TOKYO >> Coronavirus isn’t the only problem Japan is tackling to protect the Tokyo Olympics. Summer heat is another threat and various efforts have been made to protect athletes, staff and visitors from heat stroke.

Here are a few big and small ways the Japanese are doing just that.

Architectural design

The National Stadium in Shinjuku District, the main venue for the Olympic and Paralympic Games, was designed with an emphasis on heat relief.

“We designed the stadium with the wind in mind,” said Hisao Kawano of Taisei Corp., one of the companies involved in the construction of the stadium.

Since air conditioning is not an option in a stadium, the design team focused on the southeast wind, which intensifies in the area in the summer.

Large wooden eaves, “kaze no obisashi”, built into the upper stands, guide the wind into the stadium and allow the airflow to dissipate heat and moisture from the playing field and the seating areas. In winter, the design blocks cold winds blowing from the northwest.

Kawano’s team divided the eaves into 17 sections and used simulations to determine the appropriate spacing between the pieces of wood for each section. The maximum ventilation also helps prevent the spread of the coronavirus.

“A stadium reflects the time and society when it was built,” said Kawano.

Tradition and technology

“Uchimizu” – spraying a street with water to reduce the summer heat – is a centuries-old cooling technique that is still widely used in Japan. Temperatures drop as the water evaporates.

Uchimizu became a popular subject in haiku poems and was depicted in ukiyo-e woodblock prints during the Edo period (1603-1867). Today it is a tradition to receive guests.

A modern, high-tech version of Uchimizu uses artificially created fog, in which tiny particles of water are sprayed at lower temperatures.

There is science in the size of the particles; if they are too big people get wet. Panasonic Corp.’s new fogging system installed in a square in a Tokyo train station avoids the problem entirely. Special nozzles create tiny water particles that make people feel cool but not wet. According to the company, misted air feels about 12.6 degrees cooler.

The system was also installed in Odaiba along Tokyo Bay, where the triathlon will be held.

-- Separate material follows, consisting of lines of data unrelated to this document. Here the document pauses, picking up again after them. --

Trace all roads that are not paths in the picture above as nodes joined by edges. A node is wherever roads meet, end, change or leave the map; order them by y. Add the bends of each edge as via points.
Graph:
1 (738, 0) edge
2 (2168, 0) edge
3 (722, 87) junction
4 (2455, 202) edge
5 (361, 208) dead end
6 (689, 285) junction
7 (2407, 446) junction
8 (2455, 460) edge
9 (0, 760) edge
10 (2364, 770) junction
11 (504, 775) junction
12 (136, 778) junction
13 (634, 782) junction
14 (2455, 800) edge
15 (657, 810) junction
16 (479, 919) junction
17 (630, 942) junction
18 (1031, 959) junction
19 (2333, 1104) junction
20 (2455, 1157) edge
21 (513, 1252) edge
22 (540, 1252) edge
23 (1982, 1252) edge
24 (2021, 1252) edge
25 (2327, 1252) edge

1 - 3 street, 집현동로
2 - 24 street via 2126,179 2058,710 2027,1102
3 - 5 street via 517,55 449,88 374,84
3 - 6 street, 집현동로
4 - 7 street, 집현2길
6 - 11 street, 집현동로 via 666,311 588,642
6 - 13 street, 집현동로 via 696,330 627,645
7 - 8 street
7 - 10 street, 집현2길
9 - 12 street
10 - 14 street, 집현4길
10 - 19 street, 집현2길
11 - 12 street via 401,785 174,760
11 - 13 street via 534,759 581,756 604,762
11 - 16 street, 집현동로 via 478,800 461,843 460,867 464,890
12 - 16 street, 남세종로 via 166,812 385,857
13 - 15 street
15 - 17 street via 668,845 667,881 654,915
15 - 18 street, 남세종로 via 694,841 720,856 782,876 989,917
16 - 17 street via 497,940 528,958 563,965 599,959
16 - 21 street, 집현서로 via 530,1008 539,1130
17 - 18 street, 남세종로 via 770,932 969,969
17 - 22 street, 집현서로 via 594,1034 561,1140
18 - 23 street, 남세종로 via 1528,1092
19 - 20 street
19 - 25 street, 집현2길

“Spray has a strong cooling effect that uses little power,” said a Panasonic representative. “We have high hopes that it will be suitable for the infrastructure of future cities.”

Made in the shade

In the summer heat of Tokyo, shade is an oasis.

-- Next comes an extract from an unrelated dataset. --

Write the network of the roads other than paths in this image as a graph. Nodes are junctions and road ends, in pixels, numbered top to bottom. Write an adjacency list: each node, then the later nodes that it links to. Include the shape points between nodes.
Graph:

Green Tokyo Kenkyukai developed an online system called Tokyo Oasis that enables smartphone users to search for routes with lots of shade and shade so they can stay cool while walking.

The system’s database contains the heights of buildings and trees covering nearly 300 acres in Tokyo’s Otemachi, Marunouchi, and Yurakucho districts to calculate shaded and shaded areas hourly based on the movement of the sun.

When a user is looking for a route to an “oasis” with lots of greenery and other recreational features, a map shows a route that passes through shaded areas.

In the meantime, Toray Industries offers another way to stay in the shade. The company has developed Summer Shield, a three-layer fabric for parasols that offers 100% light and 99% UV protection. Parasols made from the material have a cooling effect 7 degrees higher than ordinary parasols, according to the company.